ABD’nin düşmanı bizim de düşmanımız, dostu bizim de dostumuz… Ya değilse?...
O zaman yandı gülüm keten helva!...
Oysa biz 1980’lerde 156 adet F-16 savaş uçağı üretmiştik…
1930’larda kendi icadımız savaş ve nakliye uçakları üretiyorduk. Hatta Avrupa ülkelerine satıyorduk!
Osmanlı yıkılırken bile millî savaş uçağı imâl ediyordu…
Sonra?
Hani olmaz ya, oldu diyelim! (Allah korusun) Türkiye, ‘ciddi bir ülke’ ile savaşa girdi…
Nerede sığınağınız?
Bina ruhsatlarına işli bütün sığınaklar ya bakkal dükkânı olmuş, ya tuhafiye… Kimi de yeraltı kahvehanesi… Malûm kumarhane yasak ya…
Zaten bakkal dükkânı olacağı ‘ön görülerek’ sizin ruhsatta görülen sığınağınız, zeminden 2 metre yukarıda inşa edilmiş (?)…
Ruhsatı veren de dememiş ki ‘Kardeşim böyle tek sıra tuğladan sığınak mı olur? Dalga mı geçiyorsun’ diye!?...
Zaten memur bunu sorsa, hemen akşama, eşyalarını toplayıp gideceği sürgün yeri için hazırlığa başlaması lazım… Yalan mı? Çoğu müteahhit birilerini araya koyup bu ruhsatları almıyor mu?
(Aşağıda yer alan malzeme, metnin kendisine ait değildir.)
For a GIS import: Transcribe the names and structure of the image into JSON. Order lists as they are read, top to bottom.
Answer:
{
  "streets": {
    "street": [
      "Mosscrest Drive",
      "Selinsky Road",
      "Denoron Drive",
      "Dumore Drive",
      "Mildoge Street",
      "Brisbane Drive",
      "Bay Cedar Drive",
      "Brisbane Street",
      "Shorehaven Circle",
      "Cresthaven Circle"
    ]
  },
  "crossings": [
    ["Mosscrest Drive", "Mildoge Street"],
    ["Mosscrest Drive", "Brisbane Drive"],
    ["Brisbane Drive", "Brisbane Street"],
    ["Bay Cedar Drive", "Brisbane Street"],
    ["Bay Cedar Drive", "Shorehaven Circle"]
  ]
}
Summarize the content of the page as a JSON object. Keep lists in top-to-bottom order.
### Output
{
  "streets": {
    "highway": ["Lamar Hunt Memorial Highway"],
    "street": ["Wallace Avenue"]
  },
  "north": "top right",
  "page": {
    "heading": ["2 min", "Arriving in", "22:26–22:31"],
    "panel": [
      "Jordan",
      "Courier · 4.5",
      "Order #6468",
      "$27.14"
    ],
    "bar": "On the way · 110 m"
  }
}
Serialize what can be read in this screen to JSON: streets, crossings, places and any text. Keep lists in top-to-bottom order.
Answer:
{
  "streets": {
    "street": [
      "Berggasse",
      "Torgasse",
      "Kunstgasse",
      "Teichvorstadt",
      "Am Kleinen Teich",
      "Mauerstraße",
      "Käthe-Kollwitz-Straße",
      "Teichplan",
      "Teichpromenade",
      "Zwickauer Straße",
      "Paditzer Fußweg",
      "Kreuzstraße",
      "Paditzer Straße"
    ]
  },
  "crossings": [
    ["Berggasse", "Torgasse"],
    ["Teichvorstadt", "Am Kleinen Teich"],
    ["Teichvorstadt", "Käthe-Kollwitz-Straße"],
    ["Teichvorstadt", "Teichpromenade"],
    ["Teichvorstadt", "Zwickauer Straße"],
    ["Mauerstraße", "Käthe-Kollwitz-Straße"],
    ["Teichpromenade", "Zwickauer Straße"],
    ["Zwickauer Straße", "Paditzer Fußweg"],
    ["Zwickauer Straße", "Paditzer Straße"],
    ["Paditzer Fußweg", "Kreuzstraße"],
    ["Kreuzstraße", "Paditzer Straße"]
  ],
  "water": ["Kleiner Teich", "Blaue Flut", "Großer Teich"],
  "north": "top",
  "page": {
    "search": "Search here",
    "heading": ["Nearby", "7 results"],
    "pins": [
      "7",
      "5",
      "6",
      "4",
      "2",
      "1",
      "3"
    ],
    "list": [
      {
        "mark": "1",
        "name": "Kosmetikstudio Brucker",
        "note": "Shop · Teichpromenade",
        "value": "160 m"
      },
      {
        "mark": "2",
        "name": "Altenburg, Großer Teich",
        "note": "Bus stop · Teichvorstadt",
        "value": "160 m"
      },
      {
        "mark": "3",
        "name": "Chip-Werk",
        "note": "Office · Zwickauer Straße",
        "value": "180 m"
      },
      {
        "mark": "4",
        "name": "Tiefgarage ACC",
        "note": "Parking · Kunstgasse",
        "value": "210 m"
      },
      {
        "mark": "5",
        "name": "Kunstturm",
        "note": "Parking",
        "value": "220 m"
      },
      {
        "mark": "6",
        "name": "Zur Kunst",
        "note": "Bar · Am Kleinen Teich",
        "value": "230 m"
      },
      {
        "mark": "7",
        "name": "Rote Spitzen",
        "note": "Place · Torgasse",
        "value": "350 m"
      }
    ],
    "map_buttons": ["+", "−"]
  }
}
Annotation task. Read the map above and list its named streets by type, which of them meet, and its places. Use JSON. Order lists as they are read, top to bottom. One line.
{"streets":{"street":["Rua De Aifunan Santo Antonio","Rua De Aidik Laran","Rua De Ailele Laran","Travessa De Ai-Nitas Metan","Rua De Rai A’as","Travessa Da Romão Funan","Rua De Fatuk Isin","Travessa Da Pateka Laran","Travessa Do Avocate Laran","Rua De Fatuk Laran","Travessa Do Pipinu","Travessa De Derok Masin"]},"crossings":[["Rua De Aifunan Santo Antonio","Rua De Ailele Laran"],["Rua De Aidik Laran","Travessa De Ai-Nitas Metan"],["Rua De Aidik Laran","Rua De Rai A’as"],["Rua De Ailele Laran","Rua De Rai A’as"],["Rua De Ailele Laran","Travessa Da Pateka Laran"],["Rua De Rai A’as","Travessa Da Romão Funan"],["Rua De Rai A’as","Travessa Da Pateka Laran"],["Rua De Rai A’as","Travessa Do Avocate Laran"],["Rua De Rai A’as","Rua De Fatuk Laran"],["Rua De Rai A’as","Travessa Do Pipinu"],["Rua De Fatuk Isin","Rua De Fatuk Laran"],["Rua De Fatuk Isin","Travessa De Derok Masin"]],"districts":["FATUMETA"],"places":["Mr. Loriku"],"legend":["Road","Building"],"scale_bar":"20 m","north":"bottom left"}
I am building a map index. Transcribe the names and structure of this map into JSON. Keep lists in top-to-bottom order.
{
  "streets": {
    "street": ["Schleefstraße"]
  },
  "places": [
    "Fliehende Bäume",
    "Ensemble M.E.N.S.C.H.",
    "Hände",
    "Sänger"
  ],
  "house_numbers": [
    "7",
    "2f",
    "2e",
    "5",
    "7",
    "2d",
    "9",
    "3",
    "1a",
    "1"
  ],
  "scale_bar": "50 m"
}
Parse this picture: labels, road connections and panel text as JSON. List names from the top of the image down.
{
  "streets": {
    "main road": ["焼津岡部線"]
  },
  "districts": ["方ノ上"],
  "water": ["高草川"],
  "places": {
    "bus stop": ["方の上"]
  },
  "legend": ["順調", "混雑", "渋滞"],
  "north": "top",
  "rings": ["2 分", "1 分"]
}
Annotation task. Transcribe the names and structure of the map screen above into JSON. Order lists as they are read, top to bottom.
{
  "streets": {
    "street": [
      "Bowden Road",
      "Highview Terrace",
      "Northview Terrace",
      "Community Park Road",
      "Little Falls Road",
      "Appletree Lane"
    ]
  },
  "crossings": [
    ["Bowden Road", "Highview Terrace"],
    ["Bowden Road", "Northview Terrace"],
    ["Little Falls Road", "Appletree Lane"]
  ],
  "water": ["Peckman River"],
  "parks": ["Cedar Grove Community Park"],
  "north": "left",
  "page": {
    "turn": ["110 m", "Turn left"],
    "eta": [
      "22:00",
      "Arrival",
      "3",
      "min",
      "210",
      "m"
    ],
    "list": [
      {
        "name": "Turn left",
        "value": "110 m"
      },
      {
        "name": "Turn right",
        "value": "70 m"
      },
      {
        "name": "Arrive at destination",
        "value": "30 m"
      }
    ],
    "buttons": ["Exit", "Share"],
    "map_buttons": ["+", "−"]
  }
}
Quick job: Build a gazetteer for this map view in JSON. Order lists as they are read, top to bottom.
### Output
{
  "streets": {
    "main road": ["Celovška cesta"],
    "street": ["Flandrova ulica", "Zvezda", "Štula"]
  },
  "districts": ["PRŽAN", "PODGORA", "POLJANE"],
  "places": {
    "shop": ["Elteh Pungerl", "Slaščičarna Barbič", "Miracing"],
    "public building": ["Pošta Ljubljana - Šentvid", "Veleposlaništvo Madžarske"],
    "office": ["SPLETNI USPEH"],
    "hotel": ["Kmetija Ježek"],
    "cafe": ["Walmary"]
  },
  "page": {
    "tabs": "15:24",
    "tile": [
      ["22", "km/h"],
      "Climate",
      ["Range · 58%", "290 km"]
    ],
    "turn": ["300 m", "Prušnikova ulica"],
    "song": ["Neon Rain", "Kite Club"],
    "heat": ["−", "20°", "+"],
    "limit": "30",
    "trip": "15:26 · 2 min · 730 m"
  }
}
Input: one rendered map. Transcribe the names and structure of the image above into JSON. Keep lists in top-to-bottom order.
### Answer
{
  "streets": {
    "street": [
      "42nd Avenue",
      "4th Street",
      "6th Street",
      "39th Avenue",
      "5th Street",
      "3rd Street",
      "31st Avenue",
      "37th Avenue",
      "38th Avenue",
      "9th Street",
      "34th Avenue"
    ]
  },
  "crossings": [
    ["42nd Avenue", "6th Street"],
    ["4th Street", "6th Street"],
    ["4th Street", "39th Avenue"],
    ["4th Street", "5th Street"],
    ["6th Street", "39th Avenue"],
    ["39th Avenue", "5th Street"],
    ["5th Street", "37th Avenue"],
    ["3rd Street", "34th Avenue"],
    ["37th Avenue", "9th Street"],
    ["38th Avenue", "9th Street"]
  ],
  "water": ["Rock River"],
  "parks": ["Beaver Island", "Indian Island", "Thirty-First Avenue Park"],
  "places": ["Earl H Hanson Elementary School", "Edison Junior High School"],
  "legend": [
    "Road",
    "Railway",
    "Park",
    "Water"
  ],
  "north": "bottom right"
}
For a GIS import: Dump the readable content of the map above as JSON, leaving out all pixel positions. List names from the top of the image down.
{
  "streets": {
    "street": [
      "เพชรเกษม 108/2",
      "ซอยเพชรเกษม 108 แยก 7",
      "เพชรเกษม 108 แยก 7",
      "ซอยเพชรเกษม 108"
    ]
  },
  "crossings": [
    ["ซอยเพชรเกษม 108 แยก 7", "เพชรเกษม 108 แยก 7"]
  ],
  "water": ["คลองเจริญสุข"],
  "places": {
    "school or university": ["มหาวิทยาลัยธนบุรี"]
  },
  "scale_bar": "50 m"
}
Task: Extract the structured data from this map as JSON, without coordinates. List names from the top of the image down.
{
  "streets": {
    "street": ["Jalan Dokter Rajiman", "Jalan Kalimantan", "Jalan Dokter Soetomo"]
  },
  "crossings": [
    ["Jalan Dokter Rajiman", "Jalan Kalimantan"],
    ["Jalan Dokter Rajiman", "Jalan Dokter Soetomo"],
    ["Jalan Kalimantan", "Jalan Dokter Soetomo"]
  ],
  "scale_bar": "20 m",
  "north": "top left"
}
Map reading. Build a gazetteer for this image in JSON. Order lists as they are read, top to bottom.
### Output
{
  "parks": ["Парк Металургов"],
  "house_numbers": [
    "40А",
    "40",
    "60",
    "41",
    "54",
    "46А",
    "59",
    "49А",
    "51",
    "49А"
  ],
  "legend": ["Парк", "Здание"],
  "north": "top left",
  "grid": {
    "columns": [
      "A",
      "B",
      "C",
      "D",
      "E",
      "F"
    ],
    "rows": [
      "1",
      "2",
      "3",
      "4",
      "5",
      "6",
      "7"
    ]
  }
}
Hani psikolojik savaş unsurlarınız? Nerede milletin millî direncini yüksek tutacak yapılarınız? Sokağa çıktığınızda duymuyor musunuz? Kulaklara fısıldanan, ‘Bu millet adam olmaz’, ‘Bu kafayla mı Avrupa Birliği’ne gireceğiz?’ diye atılan ‘psikolojik bombaları!’ TV’lerde fütursuzca ‘Böyle bir şey ancak Türkiye’de olur!’ denilen kalleşçe sözleri…
Bu kadar mı gardımız düştü?
Sayın savcılarımız, Sayın RTÜK yetkilileri vatan sizden hizmet bekler…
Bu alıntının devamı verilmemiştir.